Adding a mutex lock to set_range function

Raahul Kalyaan Jakka · facebook-github-bot · commit c9678483cc48 · 2025-05-29T09:45:28.000-07:00
Summary: X-link: facebookresearch/FBGEMM#1281 **Context:** While we expose KVTensor to external surfaces (i.e., checkpointing), they have the freedom to leverage the KVTensor functions in a concurrent fashion. For example, https://www.internalfb.com/code/fbsource/[5b7b1eef7d69]/fbcode/aiplatform/modelstore/checkpointing/pyper/TensorLoaderCallback.h?lines=85-86 This function here calls set_range to the same KVTensor multiple times because we divide a huge chunk of data into smaller chunks and try to write it in a concurrent fashion. This is a bad practice because in SSD I/O, We also use multi threading to write data in KVTensor. Currently, we use 32 threads (each thread per shard) to write data. Due to this, when we call set_range multiple times, this can lead to thread contention and increase in synchronization overhead **In this Diff:** We introduce a mutex lock on the set_range function, due to this every transaction is locked during execution and the multiple calls are processed serially leading to more efficient use of the threads Differential Revision: D75555658
diff --git a/fbgemm_gpu/src/ssd_split_embeddings_cache/kv_tensor_wrapper.h b/fbgemm_gpu/src/ssd_split_embeddings_cache/kv_tensor_wrapper.h
@@ -99,6 +99,7 @@ class KVTensorWrapper : public torch::jit::CustomClassHolder {
   int64_t row_offset_;
   std::optional<at::Tensor> sorted_indices_ = std::nullopt;
   int64_t width_offset_;
+  std::mutex mtx;
 };
 
 } // namespace ssd
diff --git a/fbgemm_gpu/src/ssd_split_embeddings_cache/ssd_split_table_batched_embeddings.cpp b/fbgemm_gpu/src/ssd_split_embeddings_cache/ssd_split_table_batched_embeddings.cpp
@@ -12,7 +12,7 @@
 #include <torch/library.h>
 
 #include <torch/custom_class.h>
-
+#include <mutex>
 #include "../dram_kv_embedding_cache/dram_kv_embedding_cache_wrapper.h"
 #include "./ssd_table_batched_embeddings.h"

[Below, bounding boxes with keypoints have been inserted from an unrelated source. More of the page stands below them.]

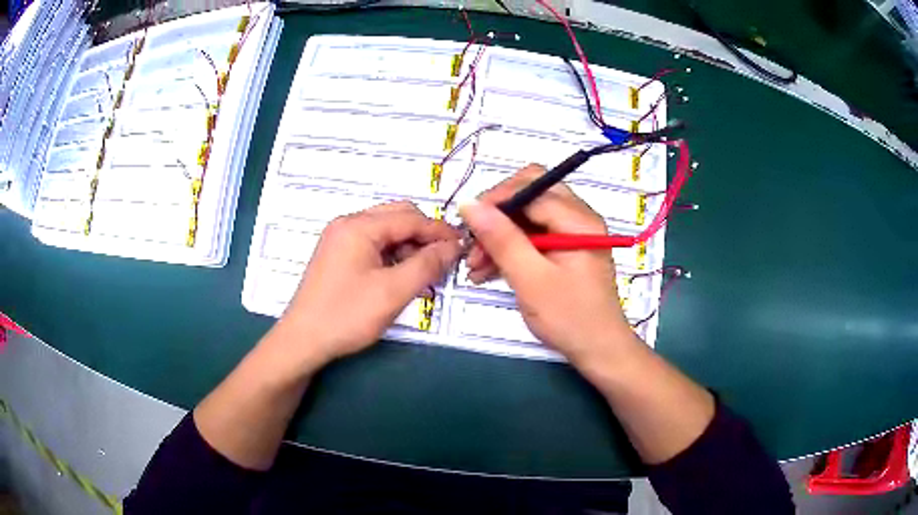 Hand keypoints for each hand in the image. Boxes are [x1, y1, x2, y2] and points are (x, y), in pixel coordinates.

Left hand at [278, 201, 460, 366]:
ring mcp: (340, 239)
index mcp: (358, 226)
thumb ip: (427, 265)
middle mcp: (348, 224)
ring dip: (409, 246)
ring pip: (386, 231)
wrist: (303, 340)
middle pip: (397, 217)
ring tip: (425, 273)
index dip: (439, 231)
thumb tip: (452, 247)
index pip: (410, 218)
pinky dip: (392, 255)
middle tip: (444, 259)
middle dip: (424, 236)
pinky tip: (402, 276)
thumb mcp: (393, 292)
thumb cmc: (346, 315)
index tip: (462, 247)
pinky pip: (373, 245)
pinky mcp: (338, 255)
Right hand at [459, 165, 633, 364]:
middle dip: (497, 216)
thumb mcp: (531, 279)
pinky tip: (488, 271)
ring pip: (527, 217)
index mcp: (578, 220)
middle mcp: (578, 218)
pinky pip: (532, 236)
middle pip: (529, 196)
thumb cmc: (570, 317)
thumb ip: (502, 239)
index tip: (468, 224)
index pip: (531, 187)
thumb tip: (470, 204)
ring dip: (499, 235)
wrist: (599, 351)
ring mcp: (573, 234)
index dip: (495, 200)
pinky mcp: (565, 250)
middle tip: (473, 243)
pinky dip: (510, 249)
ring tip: (474, 266) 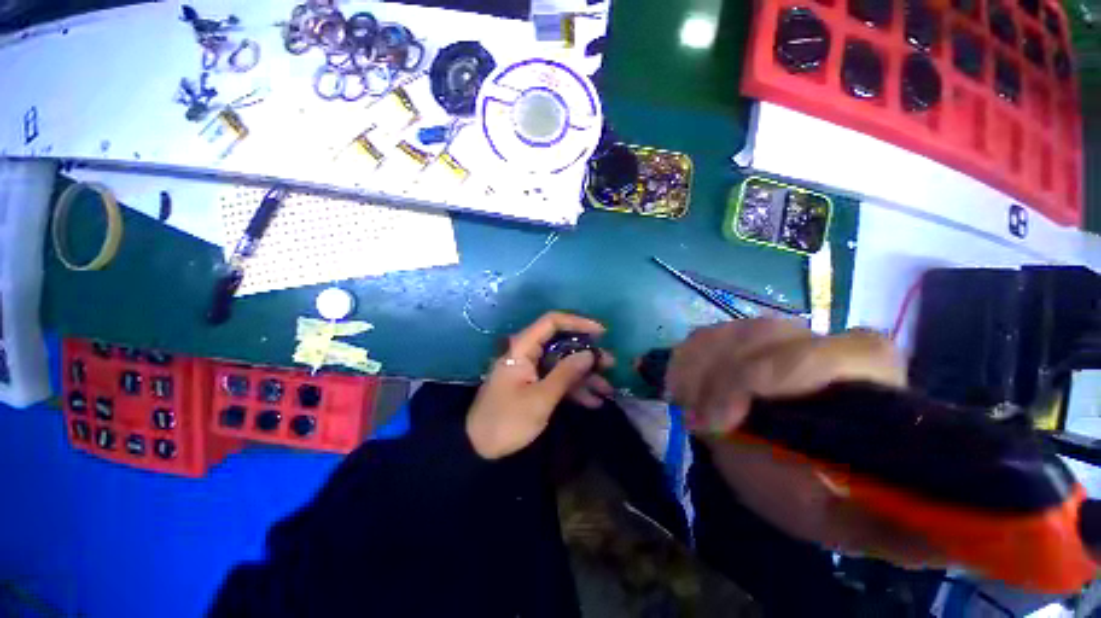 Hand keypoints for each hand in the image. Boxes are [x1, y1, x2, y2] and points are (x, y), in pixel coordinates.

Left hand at [466, 312, 614, 459]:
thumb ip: (566, 373)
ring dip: (584, 375)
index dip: (577, 322)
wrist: (479, 450)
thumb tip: (590, 354)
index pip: (552, 322)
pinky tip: (593, 401)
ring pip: (562, 364)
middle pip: (561, 344)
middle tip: (610, 364)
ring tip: (608, 390)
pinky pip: (557, 380)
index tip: (601, 333)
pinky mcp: (533, 385)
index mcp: (522, 348)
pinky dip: (574, 389)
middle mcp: (527, 353)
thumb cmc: (507, 421)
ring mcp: (531, 370)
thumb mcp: (540, 398)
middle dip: (587, 354)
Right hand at [668, 319, 943, 566]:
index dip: (789, 370)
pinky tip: (682, 392)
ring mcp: (773, 339)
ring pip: (728, 332)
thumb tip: (944, 535)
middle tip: (700, 424)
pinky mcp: (735, 340)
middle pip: (768, 334)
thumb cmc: (815, 496)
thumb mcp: (848, 523)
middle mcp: (823, 346)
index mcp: (870, 385)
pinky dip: (684, 363)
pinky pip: (701, 337)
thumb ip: (891, 529)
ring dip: (699, 372)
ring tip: (689, 412)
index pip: (848, 350)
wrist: (774, 469)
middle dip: (725, 378)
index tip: (740, 414) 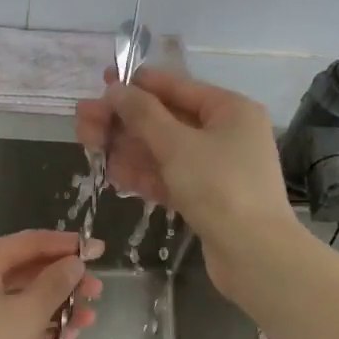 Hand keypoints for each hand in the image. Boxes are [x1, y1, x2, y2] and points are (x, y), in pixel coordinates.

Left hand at [0, 230, 101, 338]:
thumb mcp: (28, 314)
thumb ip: (55, 283)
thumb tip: (74, 262)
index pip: (29, 242)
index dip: (67, 245)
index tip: (99, 250)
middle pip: (24, 271)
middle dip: (63, 282)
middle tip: (96, 293)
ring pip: (17, 299)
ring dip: (53, 308)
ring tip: (86, 322)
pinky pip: (5, 322)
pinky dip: (32, 328)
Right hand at [75, 67, 300, 295]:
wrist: (255, 255)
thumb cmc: (219, 187)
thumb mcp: (176, 145)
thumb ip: (143, 114)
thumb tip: (116, 89)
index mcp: (229, 110)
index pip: (177, 87)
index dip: (137, 85)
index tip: (102, 82)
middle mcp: (225, 133)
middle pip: (166, 120)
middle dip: (124, 121)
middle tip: (83, 122)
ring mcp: (216, 168)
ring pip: (164, 151)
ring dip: (127, 148)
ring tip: (89, 147)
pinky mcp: (207, 198)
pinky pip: (170, 177)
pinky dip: (143, 174)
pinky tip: (112, 174) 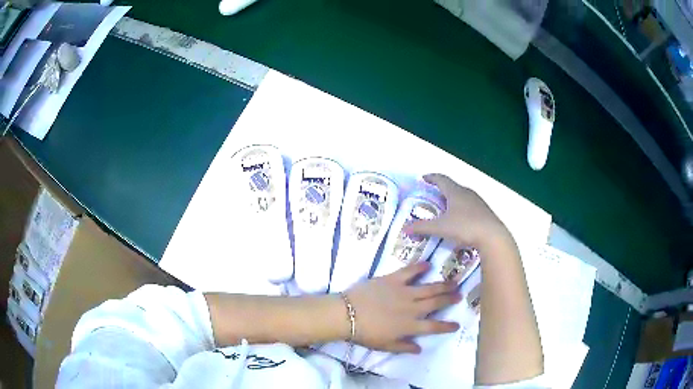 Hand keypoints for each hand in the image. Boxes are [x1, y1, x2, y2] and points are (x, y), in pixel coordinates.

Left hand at [346, 261, 460, 352]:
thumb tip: (419, 349)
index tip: (457, 324)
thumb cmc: (365, 333)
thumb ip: (403, 346)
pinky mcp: (392, 279)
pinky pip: (409, 271)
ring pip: (429, 287)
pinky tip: (429, 263)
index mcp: (410, 325)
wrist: (346, 314)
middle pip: (436, 303)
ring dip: (442, 284)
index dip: (447, 326)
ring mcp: (403, 292)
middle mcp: (412, 308)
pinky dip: (419, 267)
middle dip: (450, 299)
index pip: (434, 326)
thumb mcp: (385, 345)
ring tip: (454, 281)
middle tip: (460, 294)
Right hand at [404, 173, 509, 247]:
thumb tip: (405, 228)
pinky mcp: (484, 211)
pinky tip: (459, 220)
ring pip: (462, 196)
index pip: (441, 179)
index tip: (423, 178)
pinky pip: (469, 205)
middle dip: (441, 190)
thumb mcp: (440, 228)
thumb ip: (422, 227)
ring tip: (444, 209)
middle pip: (452, 187)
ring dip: (452, 199)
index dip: (431, 178)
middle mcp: (467, 192)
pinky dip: (461, 208)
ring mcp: (478, 201)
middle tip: (431, 197)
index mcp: (455, 191)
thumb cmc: (465, 227)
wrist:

 #include "embedding_rocksdb_wrapper.h"
@@ -377,6 +377,8 @@ void KVTensorWrapper::set_range(
     const int64_t start,
     const int64_t length,
     const at::Tensor& weights) {
+  // Mutex lock for disabling concurrent writes to the same KVTensor
+  std::lock_guard<std::mutex> lock(mtx);
   CHECK_EQ(dim, 0) << "Only set_range on dim 0 is supported";
   CHECK_TRUE(db_ != nullptr);
   CHECK_GE(db_->get_max_D(), shape_[1]);